On 2026-05-13 03:44, Bastien Guerry wrote:
> I recommend not mixing subject labels.

I’m fine sticking to one label in the subject!  My concerns are more
about the automatic mechanism for recognizing patches.

> I see these scenarios:
> 
> 1. Someone reports a bug for which they do not have a patch
> 2. Someone shares a request for which they don't have a patch
> 3. Someone shares a patch to fix/solve an existing bug/request.
> 4. Someone shares a patch *directly*
> 
> The question is: what to do in the last scenario?
> 
> All direct patches are already implicitly fixing a bug or addressing
> a request: explicitly adding e.g. a "BUG" label somewhere in the
> subject seems to help maintainers to understand what the patch is
> about,
> --8<--
>> In the case of a bug + fix I could just split off the patch as a
>> response, but for an RFC + patch I can’t see a way to suppress the
>> machinery.
> 
> PS: I'm not sure I see the difference between bug + fix and RFC +
> patch.

I’m thinking of some other scenarios where there’s a patch, but it
isn’t intended to be applied anywhere official:

  1. when you’re trying to get debugging information that isn’t
     available without code changes, e.g.

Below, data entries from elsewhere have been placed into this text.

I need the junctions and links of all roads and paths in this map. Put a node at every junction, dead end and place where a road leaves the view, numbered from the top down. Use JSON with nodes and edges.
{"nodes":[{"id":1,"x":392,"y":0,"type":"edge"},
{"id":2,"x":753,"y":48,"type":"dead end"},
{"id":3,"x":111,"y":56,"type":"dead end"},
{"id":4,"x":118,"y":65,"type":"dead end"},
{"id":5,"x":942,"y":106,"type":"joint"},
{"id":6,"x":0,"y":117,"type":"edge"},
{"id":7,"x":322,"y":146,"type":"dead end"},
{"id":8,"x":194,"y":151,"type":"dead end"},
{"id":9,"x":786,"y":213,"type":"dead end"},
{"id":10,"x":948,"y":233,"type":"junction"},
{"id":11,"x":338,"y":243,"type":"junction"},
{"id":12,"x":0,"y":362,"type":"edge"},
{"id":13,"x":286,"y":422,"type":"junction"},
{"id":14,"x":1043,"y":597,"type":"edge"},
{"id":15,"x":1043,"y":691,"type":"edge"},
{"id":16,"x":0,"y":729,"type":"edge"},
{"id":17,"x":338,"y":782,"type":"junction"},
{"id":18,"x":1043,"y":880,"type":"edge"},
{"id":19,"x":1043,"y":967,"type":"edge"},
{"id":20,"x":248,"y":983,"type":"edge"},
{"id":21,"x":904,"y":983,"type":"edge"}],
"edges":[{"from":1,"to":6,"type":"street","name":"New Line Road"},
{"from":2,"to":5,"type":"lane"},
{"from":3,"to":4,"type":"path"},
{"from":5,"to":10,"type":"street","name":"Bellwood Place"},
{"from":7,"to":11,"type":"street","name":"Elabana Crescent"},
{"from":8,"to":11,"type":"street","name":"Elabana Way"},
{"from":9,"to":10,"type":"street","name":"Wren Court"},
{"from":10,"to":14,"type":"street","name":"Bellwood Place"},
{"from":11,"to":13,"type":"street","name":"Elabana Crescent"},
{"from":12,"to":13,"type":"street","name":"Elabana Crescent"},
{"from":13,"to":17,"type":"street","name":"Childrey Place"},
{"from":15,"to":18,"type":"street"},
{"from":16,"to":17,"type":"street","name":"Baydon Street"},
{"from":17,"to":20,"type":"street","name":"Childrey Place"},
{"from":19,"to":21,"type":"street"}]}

     Subject: Re: [BUG] something bad

     I can’t reproduce or tell what’s happening there.  Could you try
     again with the attached patch and copy the message?

     [-- Attachment … ]

  2. you want feedback on a request and provide a rough patch (e.g.,
     it’s inefficient, not formatted, no NEWS entry) that people can
     test, e.g.

     Subject: [FR] new stuff

     I have a cool idea. […] Check out a rough implementation in the
     attached patch.

     [-- Attachment … ]

I guess you could consider #2 as a preliminary or ‘v0’ of a patch, but
IMO it would be useful to have some way to tell BARK that these
patches aren’t serious enough.  In the second case you could also make
request the primary type so that voting works, e.g.

  Subject: [FR] new stuff

  […]
  Patch: draft

  [-- Attachment … ]

>        but now the report contains two things to discuss: a bug (is
> it confirmed? etc.)  and its fix. "Canceled" becomes ambiguous: is
> it about the bug or the fix?

Yes I agree there’s ambiguity in general with multiple types.  Maybe
the automatic bug + patch mechanism could have an exception for the
opening message, i.e. this produces a bug, and a patch linked to it:

  Subject: [BUG] something bad

  I found a bug and fixed it with the attached patch.

  [-- Attachment … ]

> So I suggest this: either send a patch directly (and the discussion
> about the patch include the discussion about the underlying issue)
> or send two emails, one with the bug/request and one with the patch.
> 
> Does this sound reasonable to you?

I’m okay doing that.  Though, for patches in other contexts like
debugging and requests, I don’t think I have a choice except to leave
them out?

Thanks,

-- 
Jacob S. Gordon
[email protected]
Please don’t send me HTML emails or MS Office/Apple iWork documents.